Exercise details - Among the entries that follow, some lines contain the word "nodes". Show all of them.

Stored data -
*** Block opens ***
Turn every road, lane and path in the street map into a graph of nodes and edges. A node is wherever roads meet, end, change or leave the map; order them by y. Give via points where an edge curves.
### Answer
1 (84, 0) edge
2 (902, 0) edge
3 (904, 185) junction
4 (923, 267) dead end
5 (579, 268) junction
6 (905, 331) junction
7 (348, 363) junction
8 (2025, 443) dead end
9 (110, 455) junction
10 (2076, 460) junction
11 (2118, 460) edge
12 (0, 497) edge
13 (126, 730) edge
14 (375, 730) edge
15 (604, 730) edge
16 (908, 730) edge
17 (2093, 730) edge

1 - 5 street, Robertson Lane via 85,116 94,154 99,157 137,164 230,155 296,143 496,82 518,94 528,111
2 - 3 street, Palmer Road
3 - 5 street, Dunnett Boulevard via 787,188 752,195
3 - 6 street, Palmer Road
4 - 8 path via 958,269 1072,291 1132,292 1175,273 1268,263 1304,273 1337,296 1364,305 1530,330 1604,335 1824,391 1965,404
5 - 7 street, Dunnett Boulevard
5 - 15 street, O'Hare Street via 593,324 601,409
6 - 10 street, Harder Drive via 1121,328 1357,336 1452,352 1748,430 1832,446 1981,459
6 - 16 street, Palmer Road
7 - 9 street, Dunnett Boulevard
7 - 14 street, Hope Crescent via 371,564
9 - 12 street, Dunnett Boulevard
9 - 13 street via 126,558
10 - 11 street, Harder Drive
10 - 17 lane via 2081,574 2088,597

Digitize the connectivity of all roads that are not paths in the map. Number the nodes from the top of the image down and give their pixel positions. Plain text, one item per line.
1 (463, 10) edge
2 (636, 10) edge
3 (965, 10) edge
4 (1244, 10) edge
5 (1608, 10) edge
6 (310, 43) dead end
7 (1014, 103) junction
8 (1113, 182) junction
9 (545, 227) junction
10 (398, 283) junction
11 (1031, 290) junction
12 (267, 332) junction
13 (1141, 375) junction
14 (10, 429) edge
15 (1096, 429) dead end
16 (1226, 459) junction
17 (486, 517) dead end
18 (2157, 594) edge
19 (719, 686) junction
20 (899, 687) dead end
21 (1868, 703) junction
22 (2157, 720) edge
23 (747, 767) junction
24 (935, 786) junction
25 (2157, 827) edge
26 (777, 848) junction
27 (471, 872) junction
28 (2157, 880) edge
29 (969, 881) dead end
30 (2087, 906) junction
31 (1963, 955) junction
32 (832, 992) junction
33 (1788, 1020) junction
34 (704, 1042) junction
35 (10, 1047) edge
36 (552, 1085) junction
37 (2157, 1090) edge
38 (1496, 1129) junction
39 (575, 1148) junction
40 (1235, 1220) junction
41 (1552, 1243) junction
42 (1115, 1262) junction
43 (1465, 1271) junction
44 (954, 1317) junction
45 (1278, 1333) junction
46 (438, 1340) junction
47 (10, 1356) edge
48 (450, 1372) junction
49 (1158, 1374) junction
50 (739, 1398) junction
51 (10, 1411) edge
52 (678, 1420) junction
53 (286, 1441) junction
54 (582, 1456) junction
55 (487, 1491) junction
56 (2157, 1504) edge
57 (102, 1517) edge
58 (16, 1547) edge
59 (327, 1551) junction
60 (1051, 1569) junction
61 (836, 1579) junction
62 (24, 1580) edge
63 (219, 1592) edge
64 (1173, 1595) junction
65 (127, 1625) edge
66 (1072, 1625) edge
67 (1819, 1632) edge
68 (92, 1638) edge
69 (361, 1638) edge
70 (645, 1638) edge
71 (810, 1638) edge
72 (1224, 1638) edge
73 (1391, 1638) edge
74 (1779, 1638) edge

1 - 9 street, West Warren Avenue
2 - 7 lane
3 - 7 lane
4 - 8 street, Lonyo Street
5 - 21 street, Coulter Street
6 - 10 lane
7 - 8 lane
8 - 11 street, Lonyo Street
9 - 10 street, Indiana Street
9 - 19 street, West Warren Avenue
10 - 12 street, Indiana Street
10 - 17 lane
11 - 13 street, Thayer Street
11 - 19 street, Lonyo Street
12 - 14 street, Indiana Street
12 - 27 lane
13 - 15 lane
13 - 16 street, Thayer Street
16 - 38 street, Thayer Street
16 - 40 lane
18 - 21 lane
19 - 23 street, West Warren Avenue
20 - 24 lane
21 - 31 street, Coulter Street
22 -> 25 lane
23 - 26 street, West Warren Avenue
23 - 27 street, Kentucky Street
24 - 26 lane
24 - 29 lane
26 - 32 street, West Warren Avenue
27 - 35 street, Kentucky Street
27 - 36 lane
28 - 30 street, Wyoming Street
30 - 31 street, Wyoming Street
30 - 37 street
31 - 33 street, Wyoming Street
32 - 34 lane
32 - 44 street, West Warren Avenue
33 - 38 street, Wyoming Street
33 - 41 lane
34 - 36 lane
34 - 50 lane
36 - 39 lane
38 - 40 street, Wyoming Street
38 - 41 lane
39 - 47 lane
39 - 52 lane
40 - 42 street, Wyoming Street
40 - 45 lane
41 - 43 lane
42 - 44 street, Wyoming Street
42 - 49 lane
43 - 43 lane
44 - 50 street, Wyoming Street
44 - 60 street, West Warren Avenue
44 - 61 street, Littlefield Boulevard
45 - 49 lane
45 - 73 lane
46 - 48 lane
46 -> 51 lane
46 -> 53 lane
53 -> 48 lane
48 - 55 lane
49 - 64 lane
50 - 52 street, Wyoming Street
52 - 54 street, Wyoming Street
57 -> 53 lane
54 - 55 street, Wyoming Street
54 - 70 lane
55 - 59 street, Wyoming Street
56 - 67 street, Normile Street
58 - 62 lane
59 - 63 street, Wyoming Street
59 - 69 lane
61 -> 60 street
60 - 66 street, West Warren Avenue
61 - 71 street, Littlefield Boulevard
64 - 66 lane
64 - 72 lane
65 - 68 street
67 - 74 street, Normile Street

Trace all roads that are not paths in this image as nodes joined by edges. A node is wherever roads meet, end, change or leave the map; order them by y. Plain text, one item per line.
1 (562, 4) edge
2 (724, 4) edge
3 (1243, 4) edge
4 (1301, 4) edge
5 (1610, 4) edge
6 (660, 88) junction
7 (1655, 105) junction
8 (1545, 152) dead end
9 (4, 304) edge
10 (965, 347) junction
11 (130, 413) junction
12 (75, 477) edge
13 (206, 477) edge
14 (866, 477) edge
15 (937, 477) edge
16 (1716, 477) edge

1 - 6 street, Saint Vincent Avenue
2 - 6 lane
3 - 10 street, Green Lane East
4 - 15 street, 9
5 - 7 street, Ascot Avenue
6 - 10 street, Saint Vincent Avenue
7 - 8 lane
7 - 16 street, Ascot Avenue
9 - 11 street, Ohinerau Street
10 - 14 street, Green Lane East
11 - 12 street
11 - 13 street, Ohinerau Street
*** Block closes ***
Answer section -
Turn every road, lane and path in the street map into a graph of nodes and edges. A node is wherever roads meet, end, change or leave the map; order them by y. Give via points where an edge curves.
Digitize the connectivity of all roads that are not paths in the map. Number the nodes from the top of the image down and give their pixel positions. Plain text, one item per line.
Trace all roads that are not paths in this image as nodes joined by edges. A node is wherever roads meet, end, change or leave the map; order them by y. Plain text, one item per line.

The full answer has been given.